The Centers for Medicare & Medicaid Services started reimbursing doctors this year for providing end-of-life counseling to their patients as part of the movement toward giving patients more control of their care. But it might take a while for physicians to get up to speed with the counseling sessions.

Prior to the CMS change, doctors had not performed much in the way of end-of-life counseling, and there are signs that many don’t feel prepared to provide it. A September 2015 Kaiser Family Foundation poll of the public found that 89 percent of those surveyed wanted to discuss end-of-life issues with their doctors, but only 17 percent actually did. A more recent January survey of physicians on the SERMO social network indicates that more than half (56 percent) would want additional training in end-of-life counseling.

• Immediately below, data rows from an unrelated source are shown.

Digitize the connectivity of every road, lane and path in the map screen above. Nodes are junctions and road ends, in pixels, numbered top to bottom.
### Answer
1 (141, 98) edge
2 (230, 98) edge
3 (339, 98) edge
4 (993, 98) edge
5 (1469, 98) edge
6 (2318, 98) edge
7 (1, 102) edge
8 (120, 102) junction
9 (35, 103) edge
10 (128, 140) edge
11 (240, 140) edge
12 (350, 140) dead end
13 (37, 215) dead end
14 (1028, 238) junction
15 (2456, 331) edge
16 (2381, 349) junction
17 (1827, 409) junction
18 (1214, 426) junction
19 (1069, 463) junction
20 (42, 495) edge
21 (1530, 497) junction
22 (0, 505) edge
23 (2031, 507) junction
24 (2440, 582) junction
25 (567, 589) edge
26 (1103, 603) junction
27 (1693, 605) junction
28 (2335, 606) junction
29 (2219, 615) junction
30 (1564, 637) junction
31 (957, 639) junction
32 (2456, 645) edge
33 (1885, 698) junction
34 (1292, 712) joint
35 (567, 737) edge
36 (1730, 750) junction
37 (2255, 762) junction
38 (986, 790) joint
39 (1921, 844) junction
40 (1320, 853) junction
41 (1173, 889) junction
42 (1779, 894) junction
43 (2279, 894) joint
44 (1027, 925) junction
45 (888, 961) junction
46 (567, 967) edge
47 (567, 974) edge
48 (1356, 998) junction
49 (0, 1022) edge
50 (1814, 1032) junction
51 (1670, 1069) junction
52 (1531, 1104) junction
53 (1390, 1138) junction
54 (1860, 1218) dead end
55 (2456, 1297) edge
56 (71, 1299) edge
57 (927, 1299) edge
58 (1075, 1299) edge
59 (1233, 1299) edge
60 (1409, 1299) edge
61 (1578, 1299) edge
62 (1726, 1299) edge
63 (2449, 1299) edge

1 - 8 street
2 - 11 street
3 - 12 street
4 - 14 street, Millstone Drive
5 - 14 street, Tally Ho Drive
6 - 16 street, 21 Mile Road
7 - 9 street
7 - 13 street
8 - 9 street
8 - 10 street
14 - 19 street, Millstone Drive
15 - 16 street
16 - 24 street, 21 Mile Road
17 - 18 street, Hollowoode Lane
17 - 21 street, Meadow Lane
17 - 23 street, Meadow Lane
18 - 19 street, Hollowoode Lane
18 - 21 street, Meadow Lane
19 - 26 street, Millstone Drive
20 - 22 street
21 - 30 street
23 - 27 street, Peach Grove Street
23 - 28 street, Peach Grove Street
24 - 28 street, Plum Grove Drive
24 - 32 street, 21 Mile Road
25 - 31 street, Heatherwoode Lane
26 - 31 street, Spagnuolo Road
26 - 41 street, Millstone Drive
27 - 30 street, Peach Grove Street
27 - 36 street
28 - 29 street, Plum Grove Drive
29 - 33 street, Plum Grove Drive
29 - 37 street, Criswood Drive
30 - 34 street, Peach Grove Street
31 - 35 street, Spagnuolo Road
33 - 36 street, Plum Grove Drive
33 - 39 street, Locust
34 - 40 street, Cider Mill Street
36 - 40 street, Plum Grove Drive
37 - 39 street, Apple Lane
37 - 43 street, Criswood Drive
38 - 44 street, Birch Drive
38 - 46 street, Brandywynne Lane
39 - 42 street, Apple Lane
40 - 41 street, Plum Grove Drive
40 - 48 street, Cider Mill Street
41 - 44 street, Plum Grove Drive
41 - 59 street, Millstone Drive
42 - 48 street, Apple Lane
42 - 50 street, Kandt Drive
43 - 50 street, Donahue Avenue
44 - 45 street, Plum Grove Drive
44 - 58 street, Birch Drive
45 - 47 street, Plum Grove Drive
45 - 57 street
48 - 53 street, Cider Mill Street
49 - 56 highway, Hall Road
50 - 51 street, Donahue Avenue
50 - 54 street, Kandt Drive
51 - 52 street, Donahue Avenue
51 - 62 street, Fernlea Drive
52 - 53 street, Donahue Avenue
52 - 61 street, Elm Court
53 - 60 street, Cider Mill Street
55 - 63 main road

But the CMS policy revamp should help to change that, experts say.

David Bessman, M.D., a hematologist with the University of Texas Medical Branch in Galveston, thinks physicians have known for some time that more training would be helpful and, now that CMS offers reimbursement, more will seek it, likely through continuing education. CMS now pays a doctor $86 for the first 30-minute session conducted in his or her office — or $80 if it's done in a hospital. Subsequent sessions in either setting pay $75.

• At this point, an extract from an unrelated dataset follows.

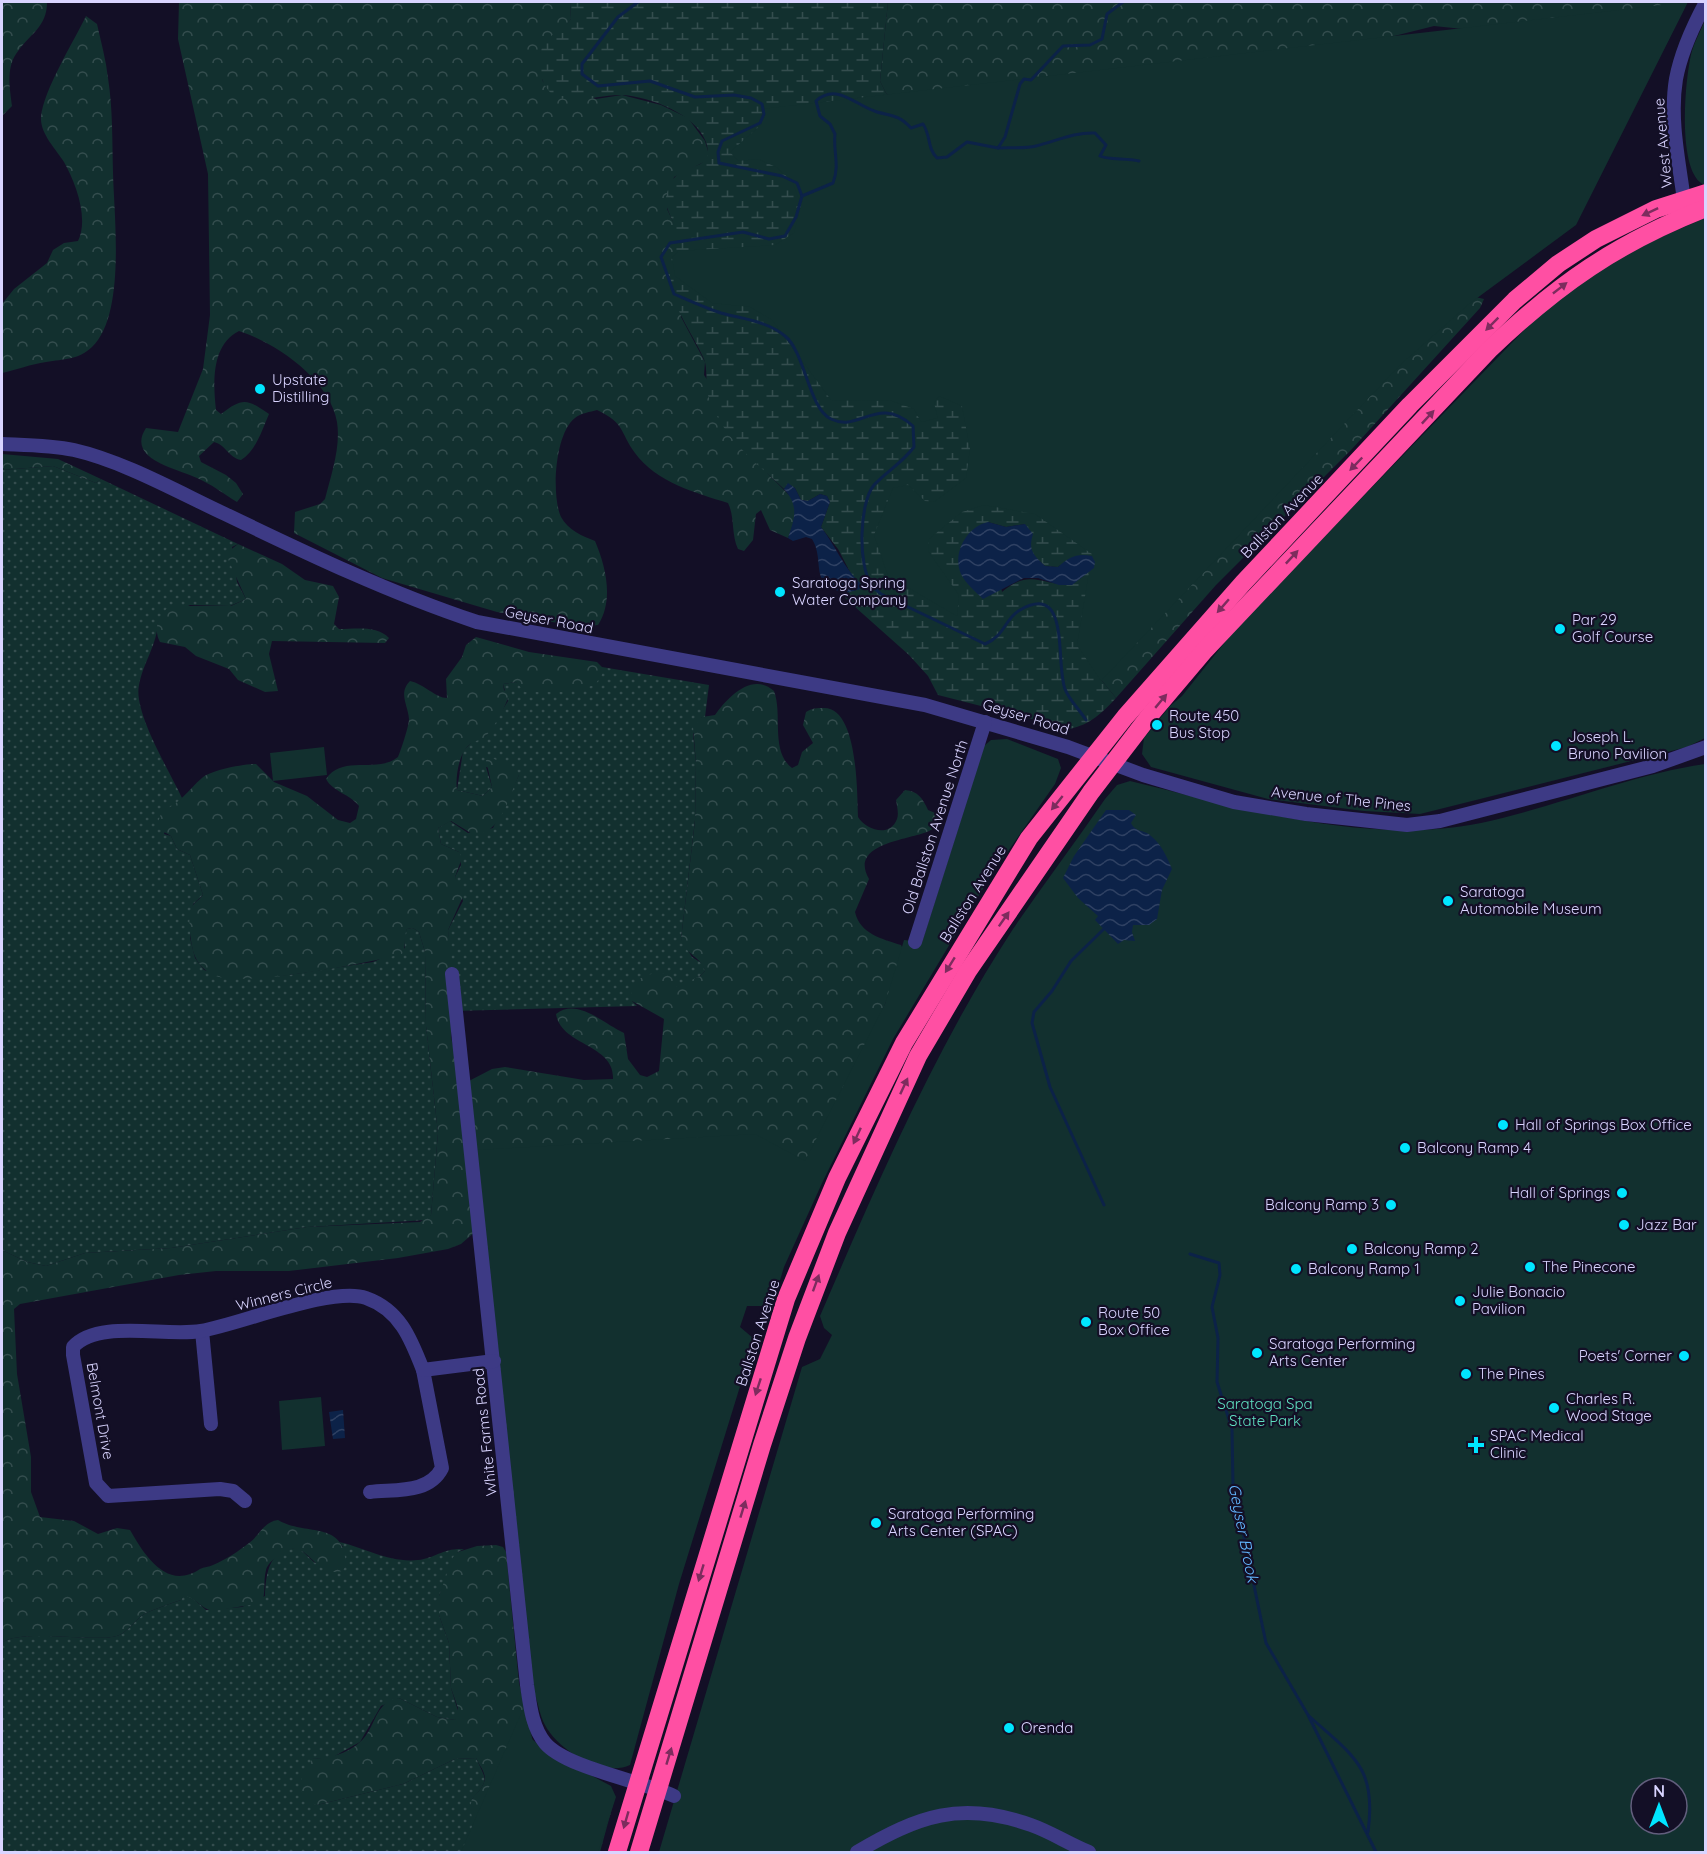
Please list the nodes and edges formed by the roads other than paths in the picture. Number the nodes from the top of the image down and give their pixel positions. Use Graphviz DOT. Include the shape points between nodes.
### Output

"They wish they knew how to do it better," says the Rev. Myles Sheehan, M.D., a Catholic priest and former physician and instructor in geriatric and palliative medicine at Loyola University Chicago's Stritch School of Medicine. "Most clinicians in practice have stories of patients at the end of their lives who didn't get the best care possible" because the patient didn’t have the right kind of conversations with their caregivers and their expectations were unrealistic, Sheehan says.

Some may be skeptical that doctors can learn to be compassionate toward patients near the end of life, an opinion voiced by some on the SERMO website. But Matthew Wynia, M.D., director of the University of Colorado Anschutz Medical Campus Center for Bioethics and Humanities, disagrees. Much like professionalism, Wynia says "compassion can be fostered by the environment in which you train."